### Problem details
Copy every line of the following data that includes the string "main".

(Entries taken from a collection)
****

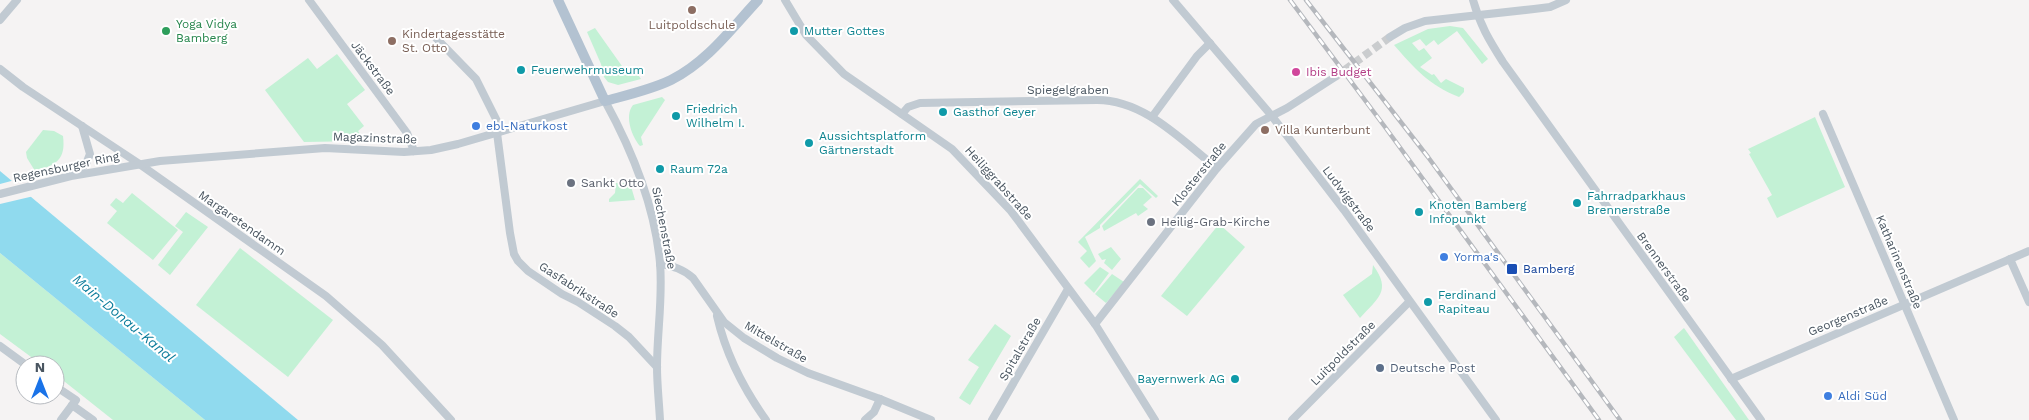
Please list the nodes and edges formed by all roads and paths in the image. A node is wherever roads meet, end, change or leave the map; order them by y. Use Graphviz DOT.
graph roads {
  1 [pos="18,0"];
  2 [pos="309,0"];
  3 [pos="558,0"];
  4 [pos="758,0"];
  5 [pos="785,0"];
  6 [pos="1173,0"];
  7 [pos="1472,0"];
  8 [pos="1566,0"];
  9 [pos="1476,16"];
  10 [pos="0,20"];
  11 [pos="436,38"];
  12 [pos="1390,38"];
  13 [pos="1210,43"];
  14 [pos="0,69"];
  15 [pos="1335,76"];
  16 [pos="605,101"];
  17 [pos="902,114"];
  18 [pos="1823,114"];
  19 [pos="1271,115"];
  20 [pos="1152,117"];
  21 [pos="82,126"];
  22 [pos="499,132"];
  23 [pos="414,151"];
  24 [pos="138,164"];
  25 [pos="1217,168"];
  26 [pos="67,176"];
  27 [pos="0,194"];
  28 [pos="2029,251"];
  29 [pos="2010,259"];
  30 [pos="660,264"];
  31 [pos="1068,289"];
  32 [pos="1409,302"];
  33 [pos="2029,302"];
  34 [pos="1904,304"];
  35 [pos="717,314"];
  36 [pos="1095,324"];
  37 [pos="0,346"];
  38 [pos="15,357"];
  39 [pos="657,367"];
  40 [pos="1731,379"];
  41 [pos="65,394"];
  42 [pos="880,399"];
  43 [pos="74,402"];
  44 [pos="61,420"];
  45 [pos="93,420"];
  46 [pos="451,420"];
  47 [pos="660,420"];
  48 [pos="766,420"];
  49 [pos="865,420"];
  50 [pos="931,420"];
  51 [pos="992,420"];
  52 [pos="1155,420"];
  53 [pos="1292,420"];
  54 [pos="1496,420"];
  55 [pos="1761,420"];
  56 [pos="1954,420"];
  1 -- 10 [label="street"];
  2 -- 23 [label="street, Jäckstraße"];
  3 -- 16 [label="main road, Siechenstraße"];
  4 -- 16 [label="main road"];
  5 -- 17 [label="street, Heiliggrabstraße"];
  6 -- 13 [label="street, Ludwigstraße"];
  7 -- 9 [label="street, Brennerstraße"];
  8 -- 9 [label="street"];
  9 -- 12 [label="street"];
  9 -- 40 [label="street, Brennerstraße"];
  11 -- 22 [label="street, Gasfabrikstraße"];
  13 -- 19 [label="street, Ludwigstraße"];
  13 -- 20 [label="street"];
  14 -- 21 [label="street, Margaretendamm"];
  15 -- 19 [label="street, Klosterstraße"];
  16 -- 22 [label="street, Magazinstraße"];
  16 -- 30 [label="street, Siechenstraße"];
  17 -- 20 [label="street, Spiegelgraben"];
  17 -- 31 [label="street, Heiliggrabstraße"];
  18 -- 34 [label="street, Katharinenstraße"];
  19 -- 25 [label="street, Klosterstraße"];
  19 -- 32 [label="street, Ludwigstraße"];
  20 -- 25 [label="street, Spiegelgraben"];
  21 -- 24 [label="street, Margaretendamm"];
  21 -- 26 [label="street"];
  22 -- 23 [label="street, Magazinstraße"];
  22 -- 39 [label="street, Gasfabrikstraße"];
  23 -- 24 [label="street, Magazinstraße"];
  24 -- 26 [label="street, Regensburger Ring"];
  24 -- 46 [label="street, Margaretendamm"];
  25 -- 36 [label="street, Klosterstraße"];
  26 -- 27 [label="street, Regensburger Ring"];
  28 -- 29 [label="street, Georgenstraße"];
  29 -- 33 [label="street"];
  29 -- 34 [label="street, Georgenstraße"];
  30 -- 35 [label="street, Mittelstraße"];
  30 -- 39 [label="street, Siechenstraße"];
  31 -- 36 [label="street, Heiliggrabstraße"];
  31 -- 51 [label="street, Spitalstraße"];
  32 -- 53 [label="street, Luitpoldstraße"];
  32 -- 54 [label="street, Ludwigstraße"];
  34 -- 40 [label="street, Georgenstraße"];
  34 -- 56 [label="street, Katharinenstraße"];
  35 -- 42 [label="street, Mittelstraße"];
  35 -- 48 [label="street"];
  36 -- 52 [label="street, Heiliggrabstraße"];
  37 -- 38 [label="street"];
  39 -- 47 [label="street, Siechenstraße"];
  40 -- 55 [label="street, Brennerstraße"];
  41 -- 43 [label="street"];
  42 -- 49 [label="street"];
  42 -- 50 [label="street, Mittelstraße"];
  43 -- 44 [label="street"];
  43 -- 45 [label="street"];
}
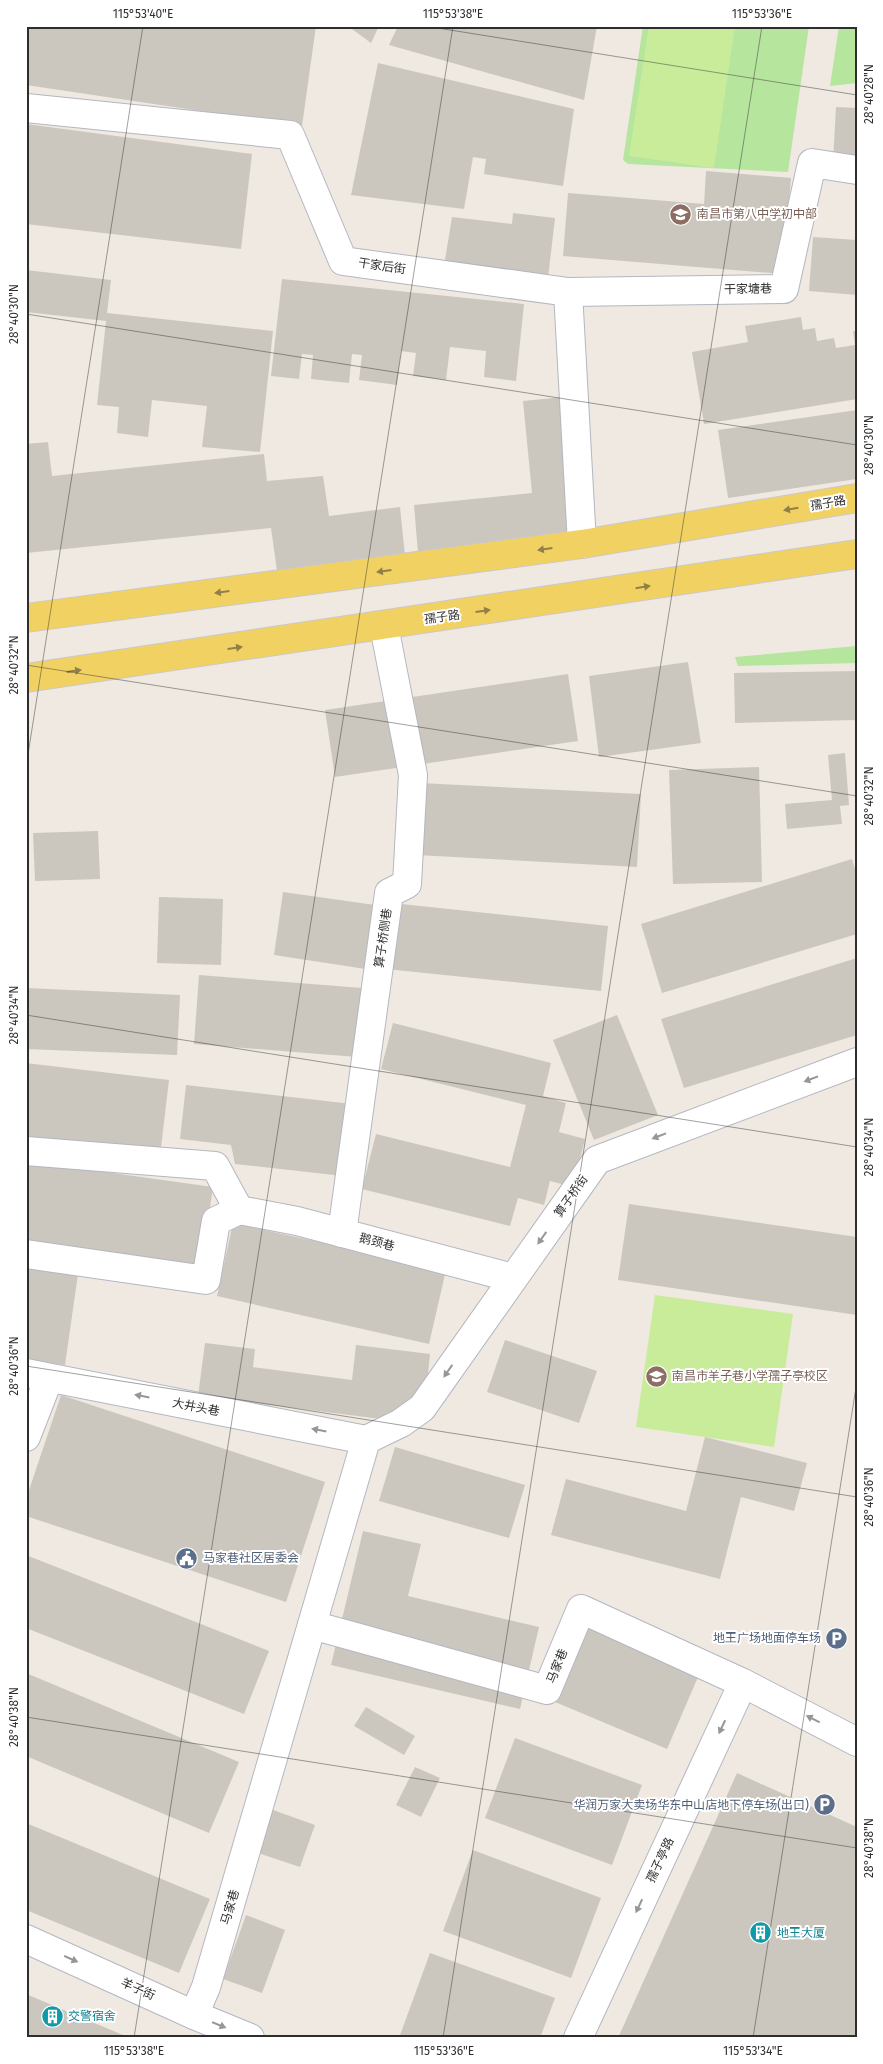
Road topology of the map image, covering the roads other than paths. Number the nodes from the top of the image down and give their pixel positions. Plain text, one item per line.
1 (26, 108) edge
2 (857, 170) edge
3 (568, 292) junction
4 (857, 498) edge
5 (582, 544) junction
6 (857, 554) edge
7 (26, 618) edge
8 (384, 626) junction
9 (26, 678) edge
10 (857, 1062) edge
11 (26, 1151) edge
12 (239, 1210) junction
13 (342, 1233) junction
14 (26, 1254) edge
15 (513, 1278) junction
16 (38, 1376) edge
17 (26, 1436) edge
18 (366, 1440) junction
19 (312, 1625) junction
20 (743, 1683) junction
21 (857, 1742) edge
22 (26, 1939) edge
23 (194, 2015) junction
24 (250, 2038) edge
25 (578, 2038) edge

1 - 3 street, 干家后街
2 - 3 street, 干家塘巷
3 - 5 street
4 -> 5 main road, 孺子路
5 -> 7 main road, 孺子路
8 -> 6 main road, 孺子路
9 -> 8 main road, 孺子路
8 - 13 street, 算子桥侧巷
10 -> 15 street, 算子桥街
11 - 12 street
12 - 13 street, 鹅颈巷
12 - 14 street
13 - 15 street, 鹅颈巷
15 -> 18 street, 算子桥街
16 - 17 street
18 -> 16 street, 大井头巷
18 - 19 street, 马家巷
19 - 20 street, 马家巷
19 - 23 street, 马家巷
21 -> 20 street
20 -> 25 street, 孺子亭路
22 -> 23 street, 羊子街
23 -> 24 street, 羊子街

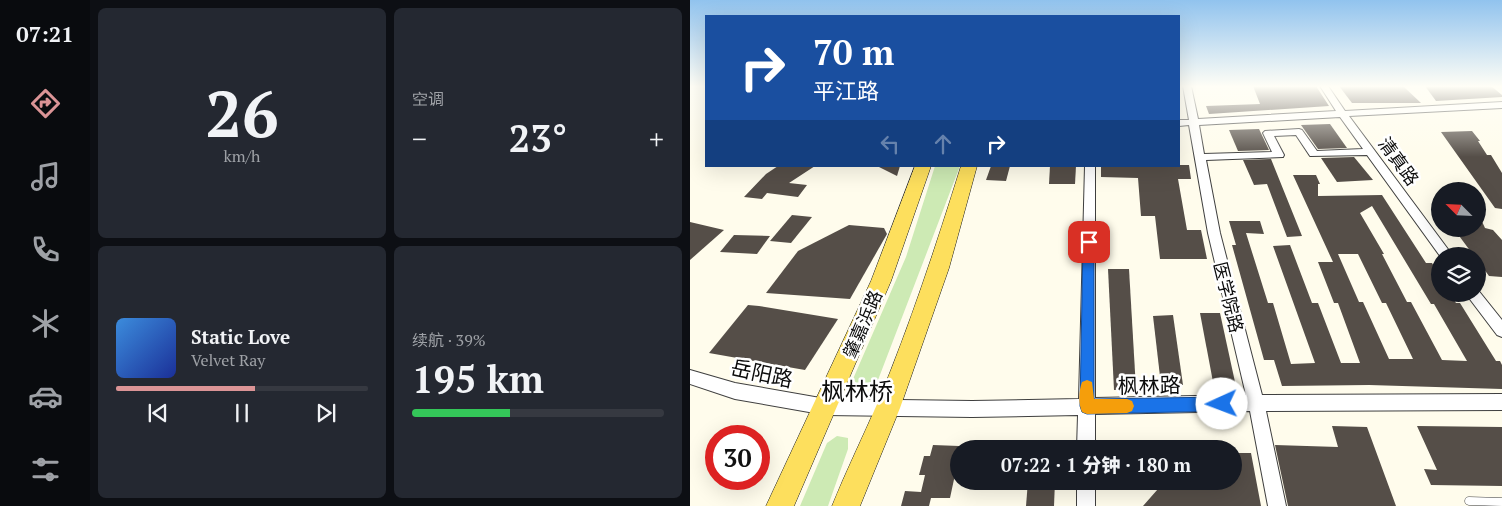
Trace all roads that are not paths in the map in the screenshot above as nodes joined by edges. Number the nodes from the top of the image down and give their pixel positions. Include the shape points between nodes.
1 (1191, 110) edge
2 (1339, 110) edge
3 (1429, 110) edge
4 (1343, 115) junction
5 (1194, 123) junction
6 (1180, 124) edge
7 (1370, 152) junction
8 (1200, 157) junction
9 (923, 167) edge
10 (969, 167) edge
11 (1090, 167) edge
12 (1440, 247) edge
13 (1480, 302) edge
14 (1502, 331) edge
15 (690, 377) edge
16 (1502, 402) edge
17 (1256, 403) junction
18 (1087, 406) junction
19 (826, 407) junction
20 (888, 408) junction
21 (1086, 440) edge
22 (1086, 490) edge
23 (1469, 501) dead end
24 (1501, 503) edge
25 (780, 506) edge
26 (846, 506) edge
27 (1086, 506) edge
28 (1277, 506) edge

1 - 5 street, 医学院路
2 - 4 street, 清真路
3 - 4 street
4 - 5 street
4 - 7 street, 清真路
5 - 6 street
5 - 8 street, 医学院路
7 - 8 street via 1314,154 1299,132 1268,133 1279,155
7 - 12 street, 清真路
8 - 17 street, 医学院路 via 1214,233
9 - 19 main road, 肇嘉浜路 via 881,281
10 - 20 main road via 939,268
11 - 18 street
13 - 14 street
15 - 19 street, 岳阳路 via 735,391
16 - 17 street, 枫林路
17 - 18 street, 枫林路
17 - 28 street, 医学院路
18 - 20 street, 枫林路
18 - 21 street
19 - 20 street, 枫林路
19 - 25 main road, 肇嘉浜路
20 - 26 main road
22 - 27 street
23 - 24 lane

****

### Answer for the task
  3 -- 16 [label="main road, Siechenstraße"];
  4 -- 16 [label="main road"];
4 -> 5 main road, 孺子路
5 -> 7 main road, 孺子路
8 -> 6 main road, 孺子路
9 -> 8 main road, 孺子路
9 - 19 main road, 肇嘉浜路 via 881,281
10 - 20 main road via 939,268
19 - 25 main road, 肇嘉浜路
20 - 26 main road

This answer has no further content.